Give every line of the data again, unchanged, but with no pictures.

Dataset entries:
== Segment start ==

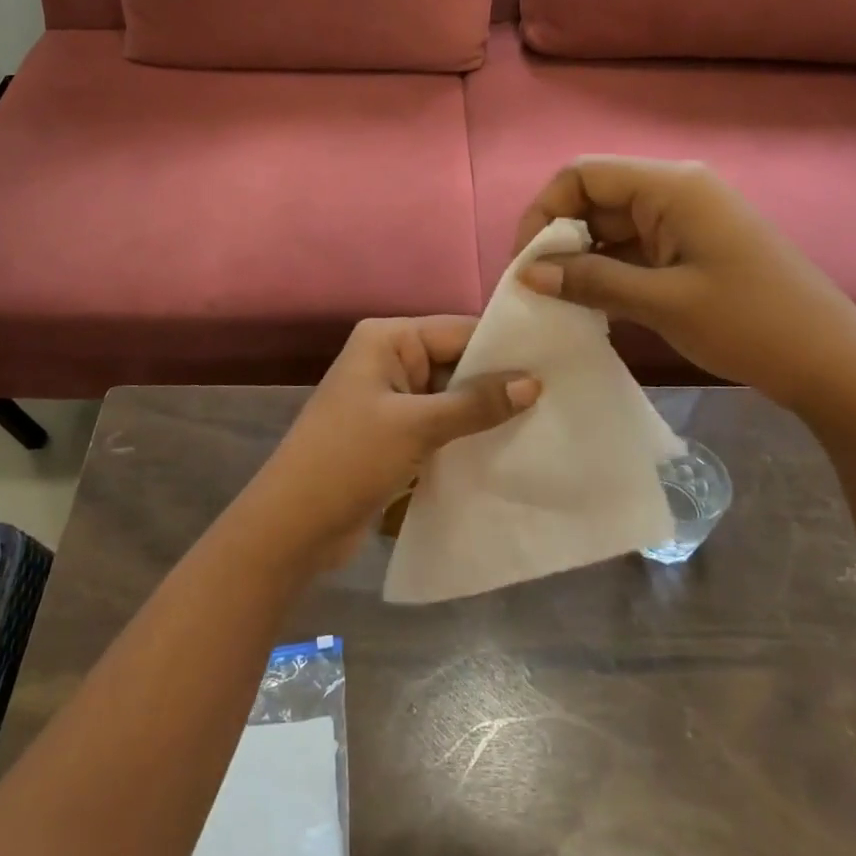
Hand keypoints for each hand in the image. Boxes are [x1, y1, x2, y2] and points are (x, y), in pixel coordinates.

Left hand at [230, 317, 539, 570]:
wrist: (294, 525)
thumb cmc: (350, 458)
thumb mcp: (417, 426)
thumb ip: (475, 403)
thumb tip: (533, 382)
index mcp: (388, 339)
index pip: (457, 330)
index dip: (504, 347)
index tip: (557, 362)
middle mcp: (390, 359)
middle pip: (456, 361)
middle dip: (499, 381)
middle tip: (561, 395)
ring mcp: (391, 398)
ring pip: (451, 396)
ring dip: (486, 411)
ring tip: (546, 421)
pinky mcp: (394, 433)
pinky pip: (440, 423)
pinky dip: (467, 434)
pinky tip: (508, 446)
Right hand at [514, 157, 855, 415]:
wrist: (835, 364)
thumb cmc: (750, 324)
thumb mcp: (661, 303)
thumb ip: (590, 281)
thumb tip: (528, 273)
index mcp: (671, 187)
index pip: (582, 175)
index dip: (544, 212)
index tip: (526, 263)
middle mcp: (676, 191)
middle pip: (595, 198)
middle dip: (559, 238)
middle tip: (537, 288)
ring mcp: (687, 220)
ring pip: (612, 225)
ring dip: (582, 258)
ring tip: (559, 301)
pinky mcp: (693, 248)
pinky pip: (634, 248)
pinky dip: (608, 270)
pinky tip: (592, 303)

== Segment end ==

COMPLETED EXERCISE:
Hand keypoints for each hand in the image. Boxes are [x1, y1, x2, y2] and points are (x, y), in pixel coordinates.

Left hand at [230, 317, 539, 570]:
wrist: (294, 525)
thumb cmc: (350, 458)
thumb mcp: (417, 426)
thumb ip: (475, 403)
thumb tip: (533, 382)
index mcp: (388, 339)
index pip: (457, 330)
index dip: (504, 347)
index tip: (557, 362)
middle mcp: (390, 359)
middle pip: (456, 361)
middle dip: (499, 381)
middle tip: (561, 395)
ring mcp: (391, 398)
ring pip: (451, 396)
ring dip: (486, 411)
ring tip: (546, 421)
pinky mcp: (394, 433)
pinky pip: (440, 423)
pinky dip: (467, 434)
pinky tip: (508, 446)
Right hand at [514, 157, 855, 415]:
wrist: (835, 364)
thumb cmc: (750, 324)
thumb mcp: (661, 303)
thumb ip: (590, 281)
thumb tip: (528, 273)
index mcp: (671, 187)
index pip: (582, 175)
index dip: (544, 212)
index tip: (526, 263)
middle mcp: (676, 191)
middle pip: (595, 198)
middle dip: (559, 238)
middle tip: (537, 288)
ring mcp: (687, 220)
ring pip: (612, 225)
ring dip: (582, 258)
ring tip: (559, 301)
pinky mcp: (693, 248)
pinky pip: (634, 248)
pinky dip: (608, 270)
pinky tip: (592, 303)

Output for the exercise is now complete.